(Saved entries)
[Start of Attachment]
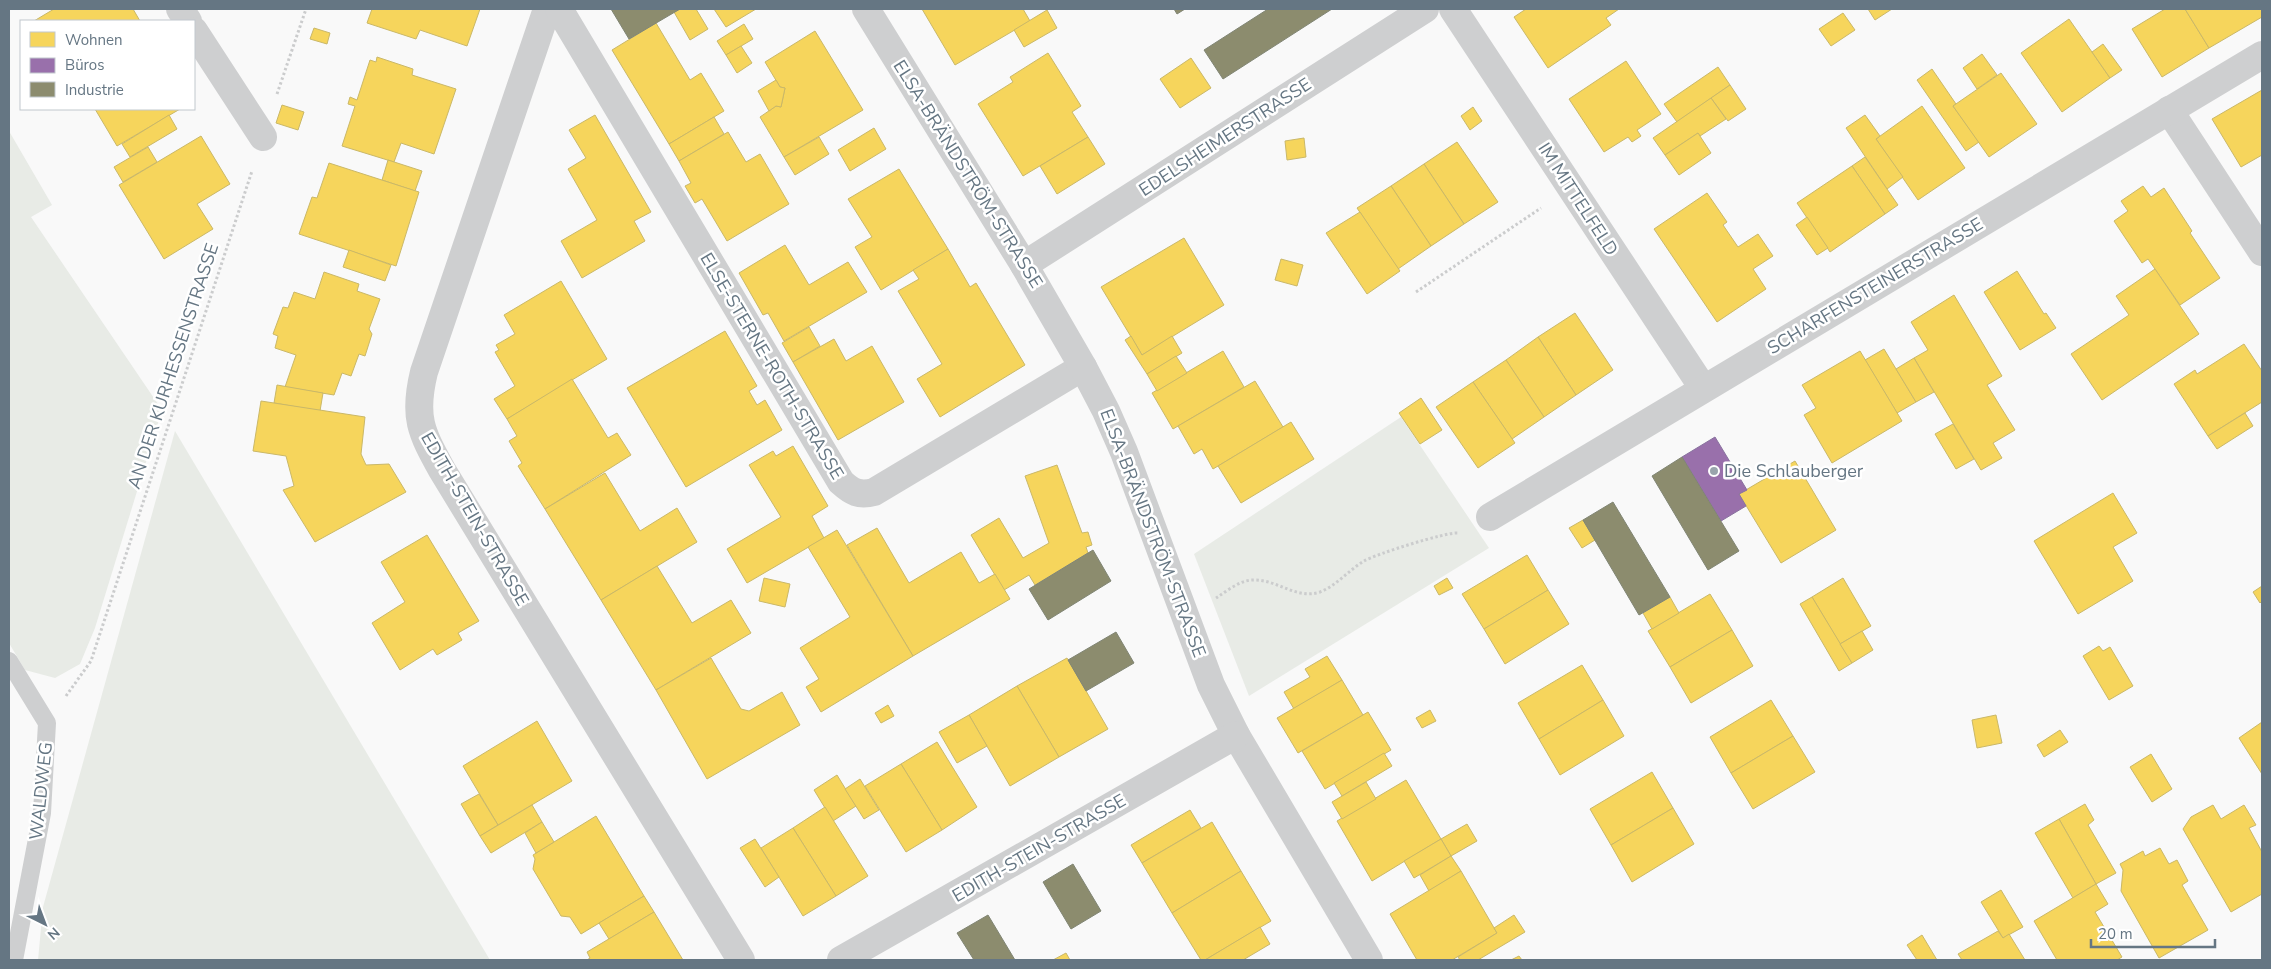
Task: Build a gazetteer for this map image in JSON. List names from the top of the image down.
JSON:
{
  "streets": {
    "street": [
      "EDELSHEIMERSTRASSE",
      "ELSA-BRÄNDSTRÖM-STRASSE",
      "IM MITTELFELD",
      "SCHARFENSTEINERSTRASSE",
      "ELSE-STERNE-ROTH-STRASSE",
      "EDITH-STEIN-STRASSE"
    ],
    "lane": ["WALDWEG"],
    "path": ["AN DER KURHESSENSTRASSE"]
  },
  "crossings": [
    ["EDELSHEIMERSTRASSE", "ELSA-BRÄNDSTRÖM-STRASSE"],
    ["ELSA-BRÄNDSTRÖM-STRASSE", "ELSE-STERNE-ROTH-STRASSE"],
    ["ELSA-BRÄNDSTRÖM-STRASSE", "EDITH-STEIN-STRASSE"],
    ["IM MITTELFELD", "SCHARFENSTEINERSTRASSE"],
    ["AN DER KURHESSENSTRASSE", "WALDWEG"]
  ],
  "places": ["Die Schlauberger"],
  "legend": ["Wohnen", "Büros", "Industrie"],
  "scale_bar": "20 m",
  "north": "bottom right"
}
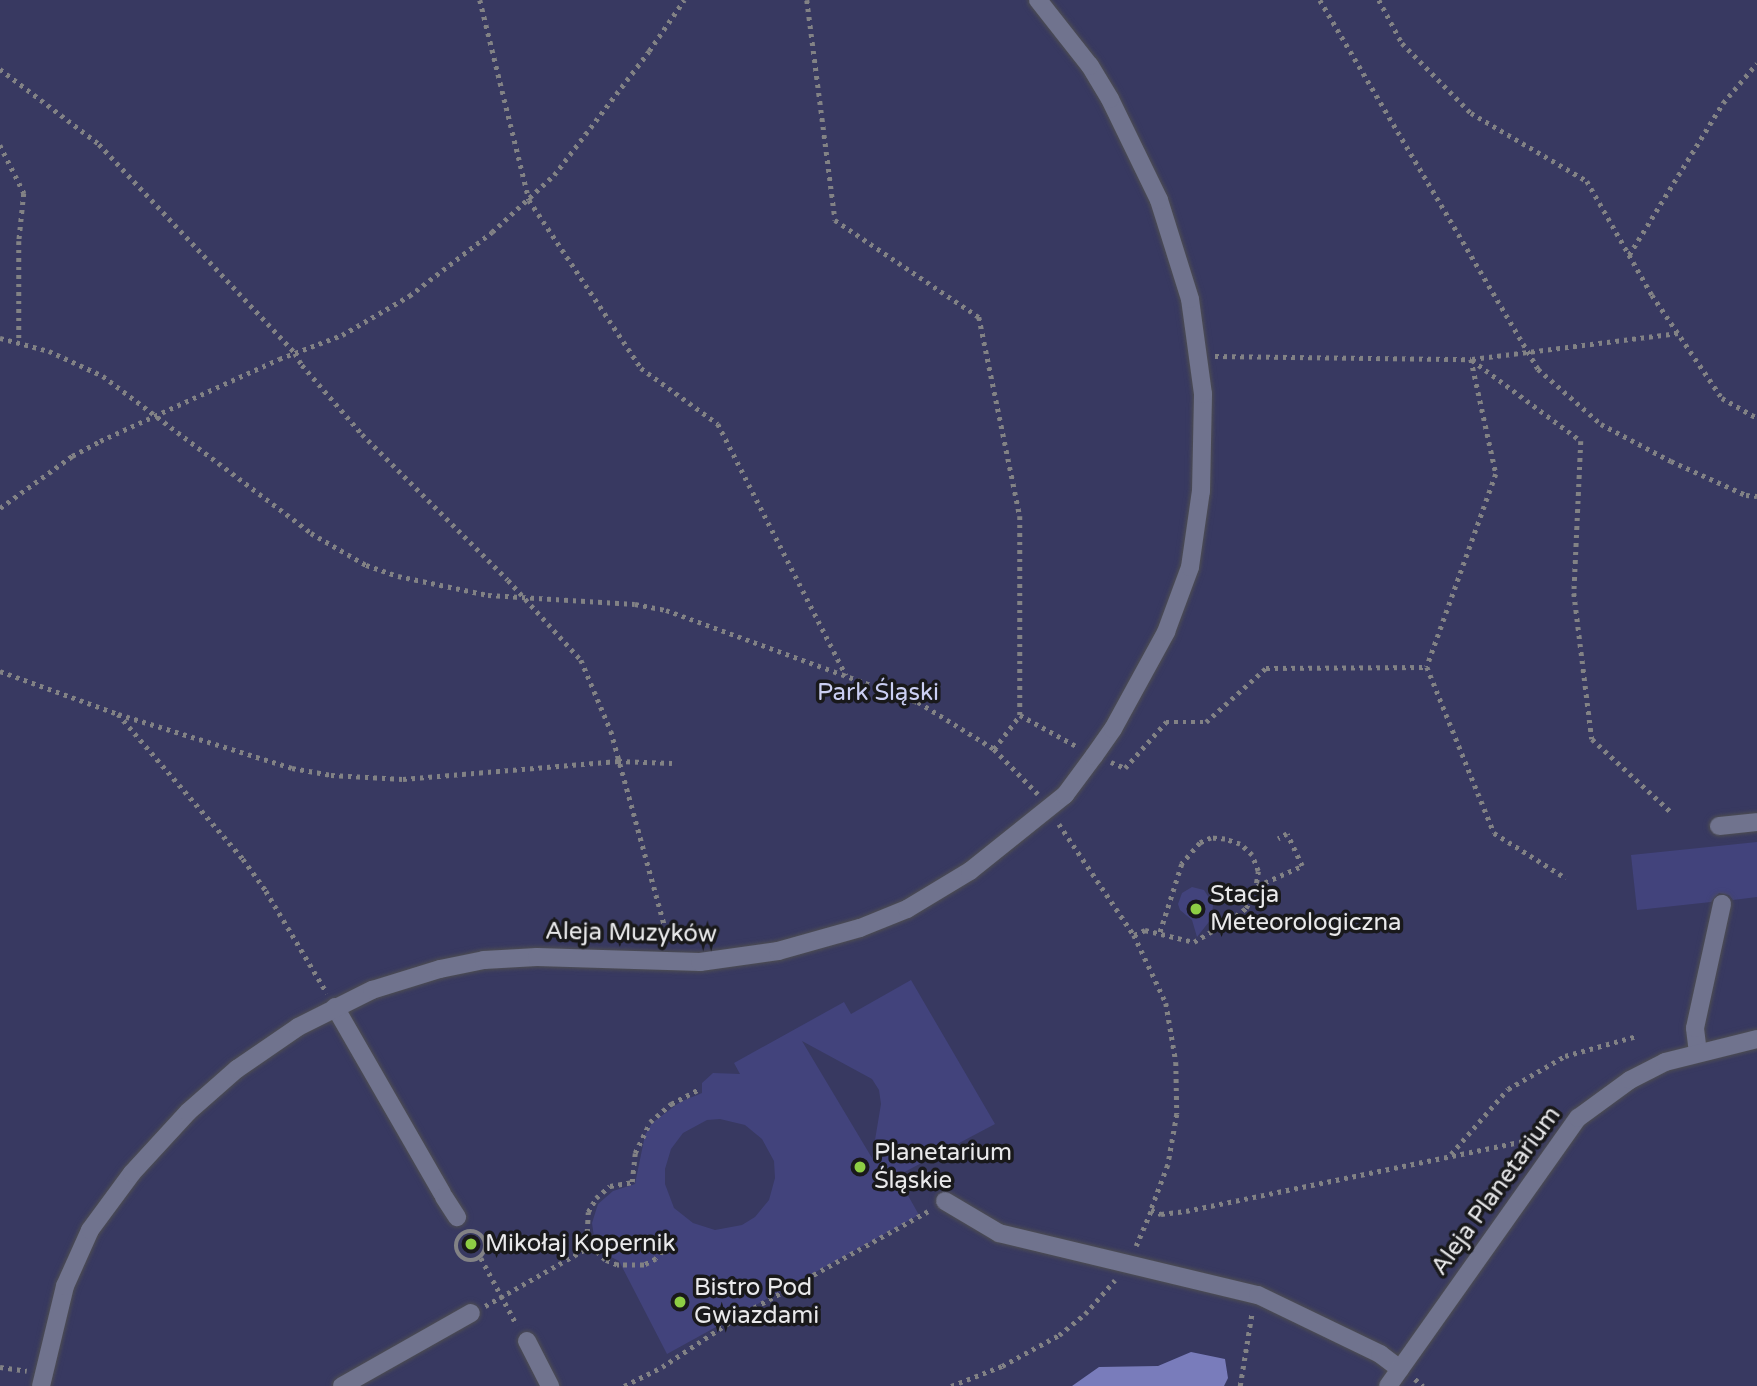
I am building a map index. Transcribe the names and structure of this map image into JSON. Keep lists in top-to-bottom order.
{
  "streets": {
    "street": ["Aleja Muzyków", "Aleja Planetarium"]
  },
  "parks": ["Park Śląski"],
  "places": [
    "Stacja Meteorologiczna",
    "Planetarium Śląskie",
    "Mikołaj Kopernik",
    "Bistro Pod Gwiazdami"
  ]
}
[End of Attachment]
Your goal -> What you return must match the records letter for letter, except that the pictures stay out.

Worked solution ->
Task: Build a gazetteer for this map image in JSON. List names from the top of the image down.
JSON:
{
  "streets": {
    "street": [
      "EDELSHEIMERSTRASSE",
      "ELSA-BRÄNDSTRÖM-STRASSE",
      "IM MITTELFELD",
      "SCHARFENSTEINERSTRASSE",
      "ELSE-STERNE-ROTH-STRASSE",
      "EDITH-STEIN-STRASSE"
    ],
    "lane": ["WALDWEG"],
    "path": ["AN DER KURHESSENSTRASSE"]
  },
  "crossings": [
    ["EDELSHEIMERSTRASSE", "ELSA-BRÄNDSTRÖM-STRASSE"],
    ["ELSA-BRÄNDSTRÖM-STRASSE", "ELSE-STERNE-ROTH-STRASSE"],
    ["ELSA-BRÄNDSTRÖM-STRASSE", "EDITH-STEIN-STRASSE"],
    ["IM MITTELFELD", "SCHARFENSTEINERSTRASSE"],
    ["AN DER KURHESSENSTRASSE", "WALDWEG"]
  ],
  "places": ["Die Schlauberger"],
  "legend": ["Wohnen", "Büros", "Industrie"],
  "scale_bar": "20 m",
  "north": "bottom right"
}
I am building a map index. Transcribe the names and structure of this map image into JSON. Keep lists in top-to-bottom order.
{
  "streets": {
    "street": ["Aleja Muzyków", "Aleja Planetarium"]
  },
  "parks": ["Park Śląski"],
  "places": [
    "Stacja Meteorologiczna",
    "Planetarium Śląskie",
    "Mikołaj Kopernik",
    "Bistro Pod Gwiazdami"
  ]
}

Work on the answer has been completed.